(Stored data entries)
• • •
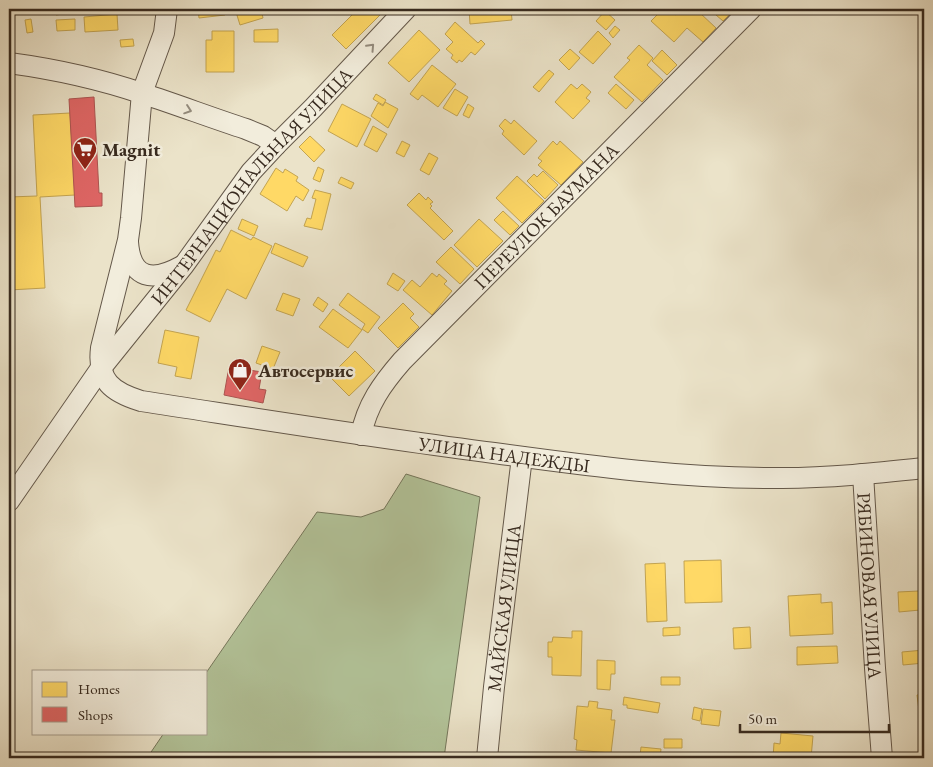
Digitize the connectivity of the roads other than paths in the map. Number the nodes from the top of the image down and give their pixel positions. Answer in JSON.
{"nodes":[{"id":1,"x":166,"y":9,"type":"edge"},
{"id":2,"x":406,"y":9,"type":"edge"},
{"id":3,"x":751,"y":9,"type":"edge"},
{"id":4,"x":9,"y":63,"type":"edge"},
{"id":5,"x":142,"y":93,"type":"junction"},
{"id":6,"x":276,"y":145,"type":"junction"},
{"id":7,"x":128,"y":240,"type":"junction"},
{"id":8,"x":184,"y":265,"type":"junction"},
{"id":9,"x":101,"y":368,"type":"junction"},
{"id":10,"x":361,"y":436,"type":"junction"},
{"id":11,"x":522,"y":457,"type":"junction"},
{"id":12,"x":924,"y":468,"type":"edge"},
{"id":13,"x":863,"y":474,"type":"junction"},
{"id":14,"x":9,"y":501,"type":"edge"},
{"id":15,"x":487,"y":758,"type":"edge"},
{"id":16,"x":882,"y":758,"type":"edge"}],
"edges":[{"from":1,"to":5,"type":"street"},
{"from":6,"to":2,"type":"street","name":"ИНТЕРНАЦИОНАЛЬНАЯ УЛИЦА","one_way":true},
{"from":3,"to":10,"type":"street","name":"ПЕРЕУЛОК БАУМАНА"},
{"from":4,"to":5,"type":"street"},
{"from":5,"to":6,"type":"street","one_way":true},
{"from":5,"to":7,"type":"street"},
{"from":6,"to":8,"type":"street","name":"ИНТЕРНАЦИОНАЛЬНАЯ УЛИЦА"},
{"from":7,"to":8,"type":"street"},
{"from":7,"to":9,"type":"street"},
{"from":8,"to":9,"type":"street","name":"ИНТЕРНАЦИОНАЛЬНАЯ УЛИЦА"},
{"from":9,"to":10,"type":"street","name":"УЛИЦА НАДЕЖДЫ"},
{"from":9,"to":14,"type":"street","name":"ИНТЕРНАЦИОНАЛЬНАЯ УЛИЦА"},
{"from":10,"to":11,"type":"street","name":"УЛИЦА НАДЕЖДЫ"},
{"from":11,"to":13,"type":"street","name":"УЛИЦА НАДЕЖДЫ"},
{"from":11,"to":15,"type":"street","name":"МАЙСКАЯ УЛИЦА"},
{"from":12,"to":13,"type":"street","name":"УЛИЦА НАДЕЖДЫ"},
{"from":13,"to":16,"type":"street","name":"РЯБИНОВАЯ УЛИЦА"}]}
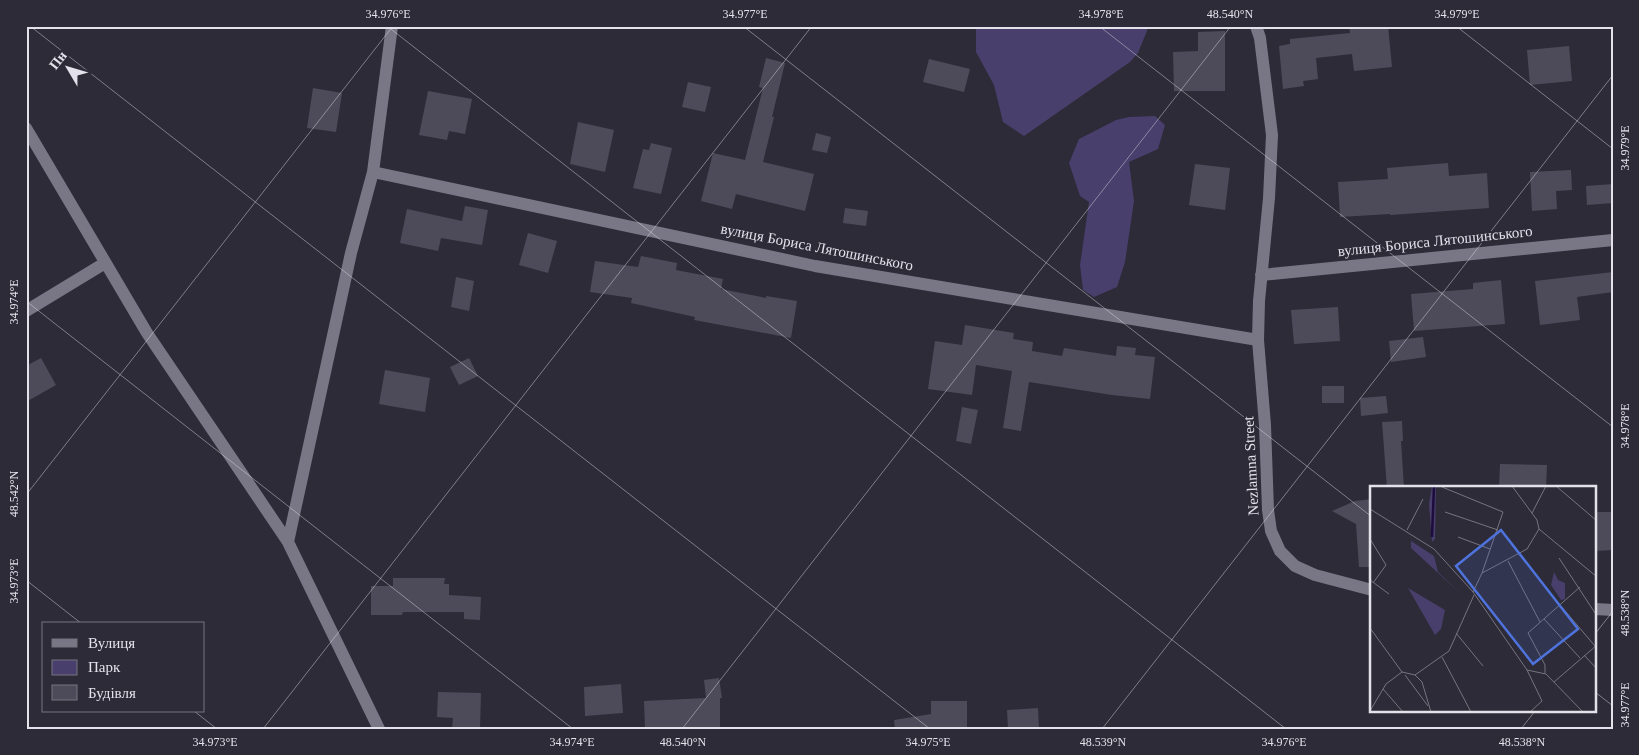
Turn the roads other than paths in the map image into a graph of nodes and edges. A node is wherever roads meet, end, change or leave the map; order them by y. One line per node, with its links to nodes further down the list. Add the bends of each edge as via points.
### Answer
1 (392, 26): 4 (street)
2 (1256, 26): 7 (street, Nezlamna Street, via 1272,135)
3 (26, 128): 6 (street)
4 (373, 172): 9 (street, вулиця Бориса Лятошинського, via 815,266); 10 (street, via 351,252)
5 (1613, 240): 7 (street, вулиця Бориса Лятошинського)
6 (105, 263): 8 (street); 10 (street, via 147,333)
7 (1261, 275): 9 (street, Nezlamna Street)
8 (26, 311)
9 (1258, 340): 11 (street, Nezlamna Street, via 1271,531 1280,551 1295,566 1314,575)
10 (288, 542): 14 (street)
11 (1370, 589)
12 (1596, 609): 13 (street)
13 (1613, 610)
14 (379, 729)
• • •
Work task: Exactly and only the lines from the line containing "Turn the roads" through the final line of the records above must be returned.

Response:
Turn the roads other than paths in the map image into a graph of nodes and edges. A node is wherever roads meet, end, change or leave the map; order them by y. One line per node, with its links to nodes further down the list. Add the bends of each edge as via points.
### Answer
1 (392, 26): 4 (street)
2 (1256, 26): 7 (street, Nezlamna Street, via 1272,135)
3 (26, 128): 6 (street)
4 (373, 172): 9 (street, вулиця Бориса Лятошинського, via 815,266); 10 (street, via 351,252)
5 (1613, 240): 7 (street, вулиця Бориса Лятошинського)
6 (105, 263): 8 (street); 10 (street, via 147,333)
7 (1261, 275): 9 (street, Nezlamna Street)
8 (26, 311)
9 (1258, 340): 11 (street, Nezlamna Street, via 1271,531 1280,551 1295,566 1314,575)
10 (288, 542): 14 (street)
11 (1370, 589)
12 (1596, 609): 13 (street)
13 (1613, 610)
14 (379, 729)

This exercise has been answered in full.